** WORK TASK **
Going through the entries below, work out how many lines have the string "Kobe" in them. Give the number and nothing more.

== DATA IN THIS EXERCISE

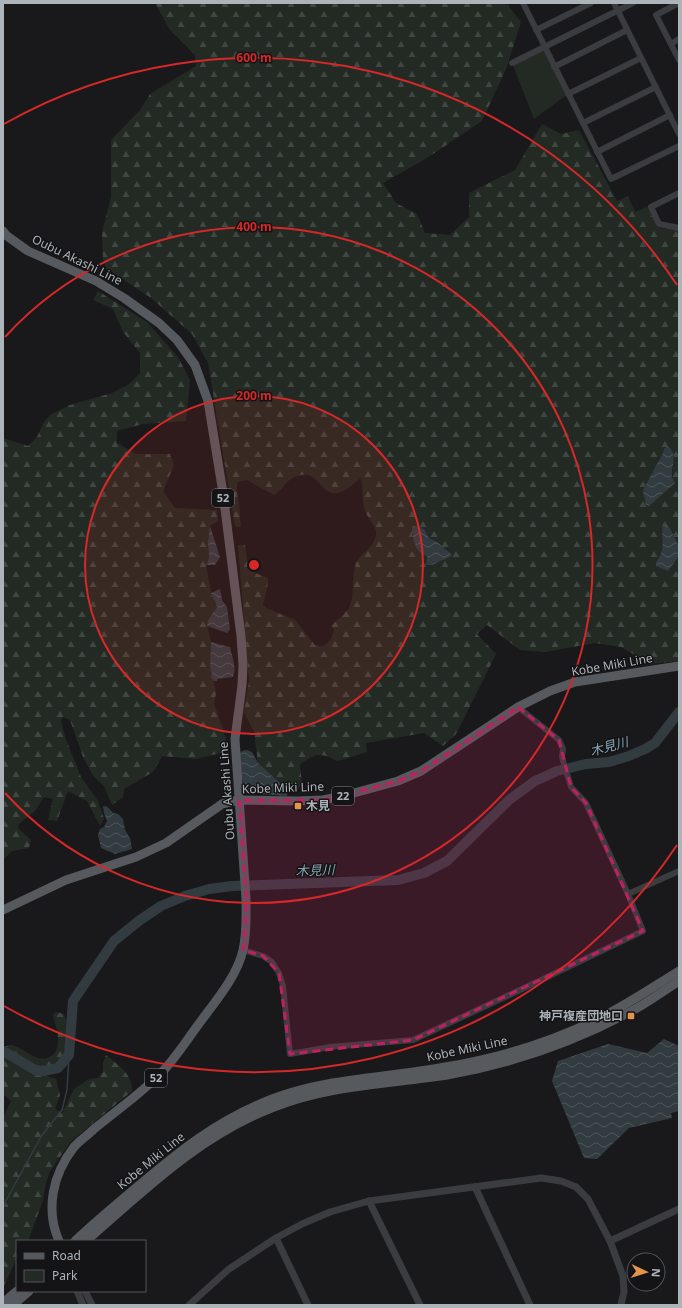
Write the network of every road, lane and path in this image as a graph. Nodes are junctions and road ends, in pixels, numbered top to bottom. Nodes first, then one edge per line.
1 (524, 3) edge
2 (591, 3) edge
3 (614, 3) edge
4 (633, 3) edge
5 (679, 3) edge
6 (618, 11) junction
7 (536, 30) junction
8 (627, 30) junction
9 (679, 39) edge
10 (670, 44) junction
11 (545, 47) junction
12 (641, 58) junction
13 (679, 60) edge
14 (512, 63) dead end
15 (554, 67) junction
16 (656, 87) junction
17 (568, 94) junction
18 (670, 116) junction
19 (583, 123) junction
20 (679, 134) edge
21 (679, 146) edge
22 (597, 152) junction
23 (679, 193) edge
24 (679, 228) edge
25 (3, 231) edge
26 (679, 666) edge
27 (518, 708) junction
28 (239, 800) junction
29 (679, 871) edge
30 (628, 894) junction
31 (3, 910) edge
32 (243, 950) junction
33 (679, 971) edge
34 (679, 981) edge
35 (475, 1187) junction
36 (369, 1201) junction
37 (679, 1208) edge
38 (276, 1238) junction
39 (59, 1240) edge
40 (76, 1240) edge
41 (87, 1240) edge
42 (610, 1241) junction
43 (16, 1292) edge
44 (28, 1292) edge
45 (77, 1292) edge
46 (86, 1292) edge
47 (196, 1302) edge
48 (3, 1303) edge
49 (12, 1305) edge
50 (83, 1305) edge
51 (92, 1305) edge
52 (189, 1305) edge
53 (308, 1305) edge
54 (420, 1305) edge
55 (530, 1305) edge
56 (620, 1305) edge

1 - 7 street
2 - 7 street
3 - 6 street
4 - 6 street
5 - 10 street
6 - 8 street
6 - 11 street
7 - 11 street
8 - 12 street
8 - 15 street
9 - 10 street
10 - 13 street
11 - 14 street
11 - 15 street
12 - 16 street
12 - 17 street
15 - 17 street
16 - 18 street
16 - 19 street
17 - 19 street
18 - 20 street
18 - 22 street
19 - 22 street
21 - 22 street
23 - 24 street
25 - 28 main road, Oubu Akashi Line / 52
26 - 27 main road, Kobe Miki Line / 22
27 - 28 main road, Kobe Miki Line / 22
27 - 30 street
28 - 31 main road, Kobe Miki Line / 22
28 - 32 main road, Oubu Akashi Line / 52
29 - 30 street
30 - 32 street
32 - 39 main road, Oubu Akashi Line / 52
33 - 40 main road, Kobe Miki Line
34 - 41 main road, Kobe Miki Line
35 - 36 street
35 - 42 street
35 - 55 street
36 - 38 street
36 - 54 street
37 - 42 street
38 - 47 street
38 - 53 street
42 - 56 street
43 - 48 main road
44 - 49 main road
45 - 50 street
46 - 51 street
47 - 52 street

====

** SOLUTION FOR THIS TASK **
5